Jan 31st, 2022
Nov 28th, 2017
By Barry Landy
The case of Québec (Curateur public) v. A.N. (Succession de) 2014 QCCS 616 contains an extremely interesting analysis of the rights of a beneficiary under a discretionary trust and is also quite instructive regarding the powers of trustees of such a trust.
Briefly the facts were that the deceased had created a trust by will. The trust provided that the trustees in their sole discretion were to provide out of the revenue of the trust and from the capital if necessary, such sums as they deemed necessary for any additional maintenance of the beneficiary (who was the son of the deceased) during his lifetime, including additional provision for education, medical care, residence, companion and such other expenses as the trustees deemed reasonable. The capital beneficiaries were the brothers, nephews and nieces of the testator.
Between 1981 and 2004 the beneficiary received social welfare payments from the Public Curator. In 2014, the Public Curator sued to recover a part of these payments on the basis that the trustees of the testamentary trust had an obligation to provide financial maintenance for the beneficiary; that therefore the beneficiary was ineligible for social welfare; and that therefore the trust had to reimburse the social welfare payments that the Beneficiary had received.
The Public Curator’s theory of the case was based on the idea that the trustees had the obligation to administer the trust assets in accordance with the wishes of the deceased and as required by the terms of the trust, namely to provide for the maintenance needs of the beneficiary, and that the beneficiary had the obligation to sue the trustees to enforce that obligation.
This argument was rejected by Justice Gerard Dugré of the Superior Court of Quebec.
As a matter of fact, the Judge found that the intention of the testator was clear: She wanted the trustees to provide support for the beneficiary for any “additional maintenance” of the beneficiary, which the judge understood, meant maintenance over and above what social welfare provided.
Along the way, the Judge noted that article 1265 of the Civil Code provides: “Acceptance of the trust divests the settlor of the property, charges the trustee with seeing to the appropriation of the property and the administration of the trust property and is sufficient to establish the rights of the beneficiary with certainty.”

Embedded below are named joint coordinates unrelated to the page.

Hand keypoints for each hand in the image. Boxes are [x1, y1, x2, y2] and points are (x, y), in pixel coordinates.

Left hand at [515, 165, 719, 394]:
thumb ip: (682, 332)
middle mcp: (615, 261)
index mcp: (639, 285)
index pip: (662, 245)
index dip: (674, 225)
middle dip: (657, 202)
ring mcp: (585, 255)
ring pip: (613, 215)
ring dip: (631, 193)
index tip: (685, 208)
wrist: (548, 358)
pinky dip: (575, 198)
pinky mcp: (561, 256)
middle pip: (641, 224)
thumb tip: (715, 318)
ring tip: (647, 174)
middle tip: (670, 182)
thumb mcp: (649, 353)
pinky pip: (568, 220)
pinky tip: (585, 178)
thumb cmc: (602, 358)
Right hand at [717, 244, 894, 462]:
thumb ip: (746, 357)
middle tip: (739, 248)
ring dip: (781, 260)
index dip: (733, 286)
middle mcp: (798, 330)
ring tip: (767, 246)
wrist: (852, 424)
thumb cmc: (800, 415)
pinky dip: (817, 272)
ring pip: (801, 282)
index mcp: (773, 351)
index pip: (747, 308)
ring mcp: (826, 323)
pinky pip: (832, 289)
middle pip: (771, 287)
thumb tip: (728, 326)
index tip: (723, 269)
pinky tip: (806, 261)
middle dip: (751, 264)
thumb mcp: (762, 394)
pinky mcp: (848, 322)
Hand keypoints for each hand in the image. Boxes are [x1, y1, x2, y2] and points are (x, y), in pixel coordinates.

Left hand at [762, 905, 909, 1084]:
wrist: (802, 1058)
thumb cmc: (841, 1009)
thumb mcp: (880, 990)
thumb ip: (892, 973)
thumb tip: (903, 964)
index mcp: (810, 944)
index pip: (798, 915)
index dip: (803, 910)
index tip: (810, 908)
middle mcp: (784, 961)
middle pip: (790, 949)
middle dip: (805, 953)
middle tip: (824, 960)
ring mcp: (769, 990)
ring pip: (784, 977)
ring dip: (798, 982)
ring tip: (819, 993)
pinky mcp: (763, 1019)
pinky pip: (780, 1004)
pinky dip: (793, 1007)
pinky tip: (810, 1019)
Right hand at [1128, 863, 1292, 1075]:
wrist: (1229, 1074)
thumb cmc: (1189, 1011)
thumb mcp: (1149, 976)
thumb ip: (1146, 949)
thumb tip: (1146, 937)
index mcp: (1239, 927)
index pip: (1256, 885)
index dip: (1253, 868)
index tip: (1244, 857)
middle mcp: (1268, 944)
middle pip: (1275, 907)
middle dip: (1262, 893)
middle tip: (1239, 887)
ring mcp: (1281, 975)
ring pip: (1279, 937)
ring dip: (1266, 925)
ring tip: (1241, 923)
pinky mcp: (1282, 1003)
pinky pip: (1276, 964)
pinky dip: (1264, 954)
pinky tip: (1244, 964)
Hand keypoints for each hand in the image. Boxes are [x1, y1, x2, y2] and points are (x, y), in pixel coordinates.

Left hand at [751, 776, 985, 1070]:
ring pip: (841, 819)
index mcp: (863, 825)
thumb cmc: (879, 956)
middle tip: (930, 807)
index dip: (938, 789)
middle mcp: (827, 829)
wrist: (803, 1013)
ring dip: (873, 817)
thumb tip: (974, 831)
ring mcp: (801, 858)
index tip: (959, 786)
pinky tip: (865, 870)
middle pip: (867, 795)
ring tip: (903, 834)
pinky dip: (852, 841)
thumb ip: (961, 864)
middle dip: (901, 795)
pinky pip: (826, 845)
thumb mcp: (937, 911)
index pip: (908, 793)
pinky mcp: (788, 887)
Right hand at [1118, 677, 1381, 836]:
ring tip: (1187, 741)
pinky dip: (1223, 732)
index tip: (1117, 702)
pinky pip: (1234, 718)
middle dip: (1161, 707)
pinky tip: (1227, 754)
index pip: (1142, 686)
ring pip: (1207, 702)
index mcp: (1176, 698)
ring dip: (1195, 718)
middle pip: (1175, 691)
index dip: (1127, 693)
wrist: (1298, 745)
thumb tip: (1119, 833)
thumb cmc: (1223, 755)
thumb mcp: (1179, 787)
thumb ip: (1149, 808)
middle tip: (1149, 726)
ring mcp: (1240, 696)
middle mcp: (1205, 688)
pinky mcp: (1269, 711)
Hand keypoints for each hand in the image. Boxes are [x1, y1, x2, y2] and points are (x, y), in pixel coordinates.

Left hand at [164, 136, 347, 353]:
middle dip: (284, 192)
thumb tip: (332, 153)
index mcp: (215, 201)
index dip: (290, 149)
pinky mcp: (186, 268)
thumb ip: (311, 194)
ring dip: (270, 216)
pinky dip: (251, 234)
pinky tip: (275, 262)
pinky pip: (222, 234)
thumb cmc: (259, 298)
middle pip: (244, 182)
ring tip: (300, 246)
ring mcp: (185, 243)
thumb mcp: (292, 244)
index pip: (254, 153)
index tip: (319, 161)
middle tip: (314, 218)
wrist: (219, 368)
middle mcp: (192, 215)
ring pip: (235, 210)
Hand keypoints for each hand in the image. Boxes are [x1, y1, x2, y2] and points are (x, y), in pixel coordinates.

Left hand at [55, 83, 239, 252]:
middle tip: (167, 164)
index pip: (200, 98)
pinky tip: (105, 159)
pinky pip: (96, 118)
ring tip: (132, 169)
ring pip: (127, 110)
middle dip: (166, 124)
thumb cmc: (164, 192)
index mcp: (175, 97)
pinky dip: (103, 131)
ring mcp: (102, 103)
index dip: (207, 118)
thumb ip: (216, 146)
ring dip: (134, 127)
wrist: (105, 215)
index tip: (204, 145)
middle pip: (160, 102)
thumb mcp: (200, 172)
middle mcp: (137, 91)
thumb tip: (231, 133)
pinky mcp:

The Judge then rightfully pointed out that even though the acceptance of the trust by the beneficiary establishes the beneficiary’s rights “with certainty”, this does not mean that the beneficiary has an absolute right to receive the benefits or advantages conferred by the trust. This right might be aleatory or conditional. For example, a capital beneficiary’s right only becomes fixed at the time the right opens, most often, on the passing of the income beneficiary.
In short, explained the Judge, the right of any beneficiary is better understood as a “potential” right.
Secondly, because the general principle is freedom of willing, the testator is perfectly free to create a trust imposing such conditions as he or she thinks appropriate to insure the financial well-being of the beneficiary.
In other words, discretionary powers are not contrary to public order.
For his part, the trustee must exercise discretionary powers with prudence and diligence in the best interest of the beneficiary, bearing in mind the objectives of the trust. If the trustee respects this obligation, the beneficiary has no right to complain and certainly cannot sue the trustee.
In particular, a settlor of a trust can even confer on a trustee the power to appoint the beneficiaries, according to article 1282, CCQ.
The Civil Code follows up that rule with the principle that the person who has the power to appoint beneficiaries (including the trustees) can exercise that power “as he sees fit”, (article 1283, CCQ), but not for his own benefit.
The doctrine has added that this apparent total discretion is only subject to one limitation, namely that the powers must not be exercised arbitrarily, but rather in accordance with the terms of the trust.
Finally, the Judge was of the view that a proper interpretation of the trust was that the rights of the beneficiary were essentially “contingent” beneficial rights and not a “financial resource” per se.
While every case turns on its facts, this case upholds the principle that, in general, beneficiaries cannot impose on trustees their own vision of what discretionary payments are fair or appropriate, where the constating instrument provides discretionary powers to the trustees and that this general rule holds unless it can be demonstrated that the trustees have acted arbitrarily without any regard whatsoever to the trust document.